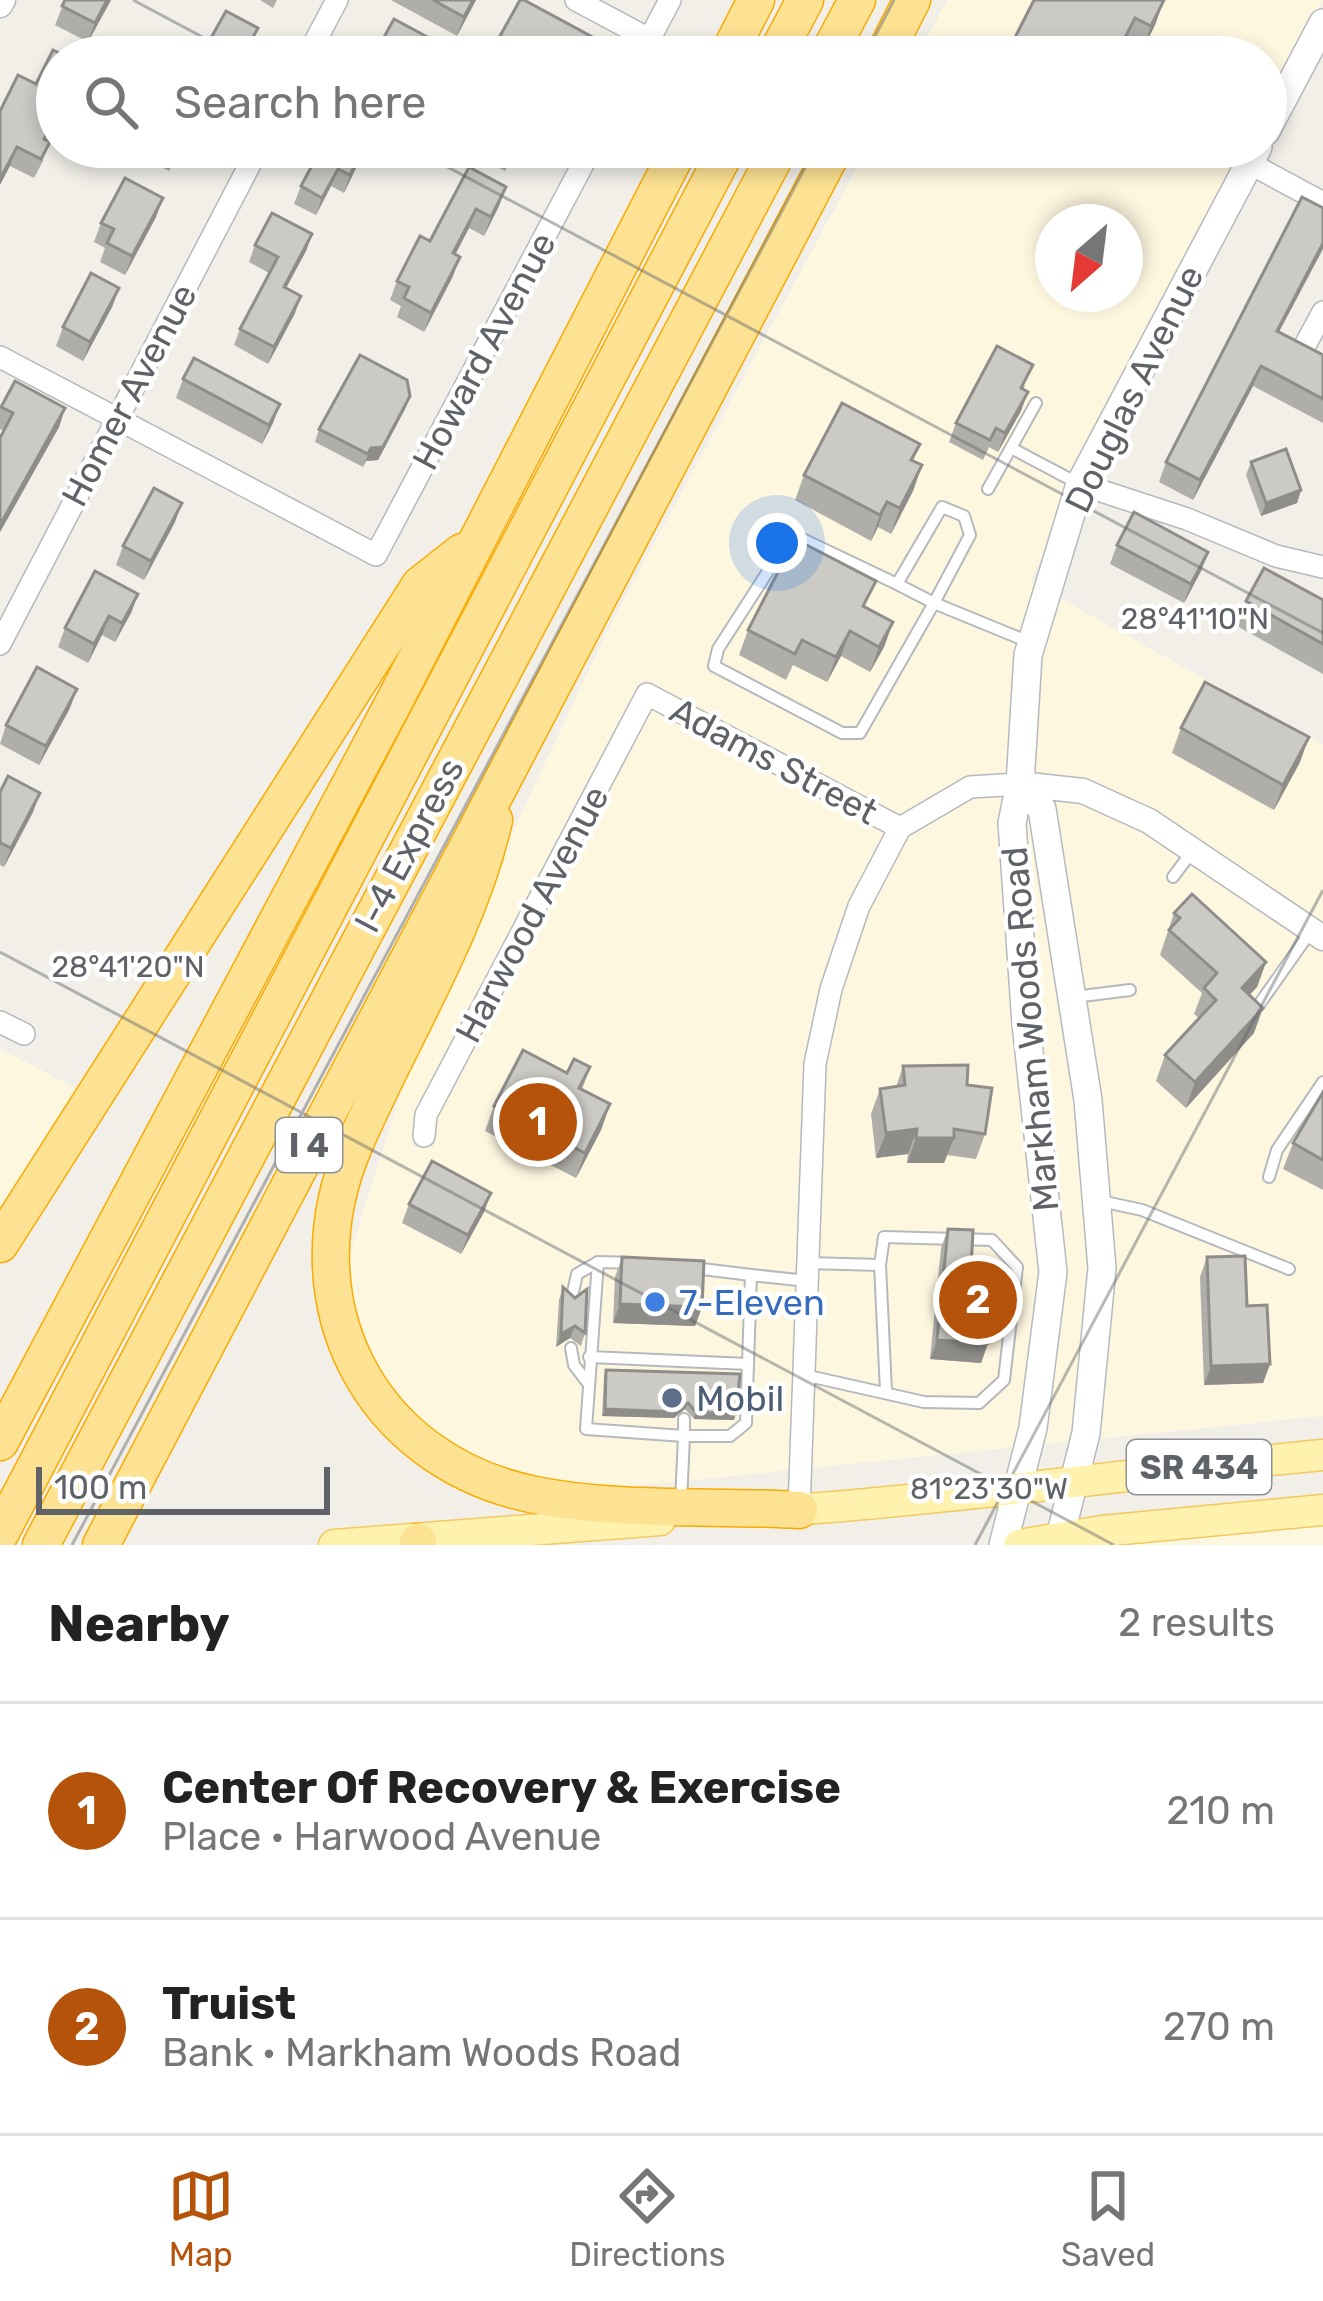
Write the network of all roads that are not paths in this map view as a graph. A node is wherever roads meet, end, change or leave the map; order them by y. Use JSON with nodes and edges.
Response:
+++++
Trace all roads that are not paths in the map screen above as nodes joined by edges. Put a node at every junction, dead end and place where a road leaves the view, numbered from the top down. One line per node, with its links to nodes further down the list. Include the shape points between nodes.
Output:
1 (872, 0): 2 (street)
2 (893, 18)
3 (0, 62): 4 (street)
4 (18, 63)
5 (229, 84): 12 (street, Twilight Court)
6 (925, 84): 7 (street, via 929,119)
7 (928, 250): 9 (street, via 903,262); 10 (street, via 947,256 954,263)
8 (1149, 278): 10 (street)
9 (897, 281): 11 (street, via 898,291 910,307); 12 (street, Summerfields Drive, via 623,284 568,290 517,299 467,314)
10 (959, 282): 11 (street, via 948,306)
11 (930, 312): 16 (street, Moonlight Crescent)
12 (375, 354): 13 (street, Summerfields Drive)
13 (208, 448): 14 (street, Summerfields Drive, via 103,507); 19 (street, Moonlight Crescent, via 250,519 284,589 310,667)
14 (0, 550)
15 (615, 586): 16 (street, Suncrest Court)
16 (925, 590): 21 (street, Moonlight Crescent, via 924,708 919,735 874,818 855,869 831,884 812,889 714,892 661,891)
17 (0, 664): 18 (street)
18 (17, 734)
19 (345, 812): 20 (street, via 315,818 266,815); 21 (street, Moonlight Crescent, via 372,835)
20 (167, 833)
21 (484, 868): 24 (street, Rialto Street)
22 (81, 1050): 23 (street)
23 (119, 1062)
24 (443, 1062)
+++++
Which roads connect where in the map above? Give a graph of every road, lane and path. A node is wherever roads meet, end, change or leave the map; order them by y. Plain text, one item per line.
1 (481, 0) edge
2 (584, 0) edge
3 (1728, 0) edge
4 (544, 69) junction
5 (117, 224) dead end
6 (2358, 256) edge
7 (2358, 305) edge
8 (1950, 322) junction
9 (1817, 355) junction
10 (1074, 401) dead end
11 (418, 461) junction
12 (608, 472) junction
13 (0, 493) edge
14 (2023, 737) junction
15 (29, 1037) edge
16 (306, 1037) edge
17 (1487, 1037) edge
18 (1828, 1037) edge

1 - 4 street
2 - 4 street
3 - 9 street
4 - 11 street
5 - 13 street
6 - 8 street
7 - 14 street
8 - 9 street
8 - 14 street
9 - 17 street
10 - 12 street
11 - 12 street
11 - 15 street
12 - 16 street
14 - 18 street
+++++
:: YOUR OBJECTIVE ::
Output each line of the listing in which the string "edges" is found.

:: ANSWER SECTION ::
Write the network of all roads that are not paths in this map view as a graph. A node is wherever roads meet, end, change or leave the map; order them by y. Use JSON with nodes and edges.
Trace all roads that are not paths in the map screen above as nodes joined by edges. Put a node at every junction, dead end and place where a road leaves the view, numbered from the top down. One line per node, with its links to nodes further down the list. Include the shape points between nodes.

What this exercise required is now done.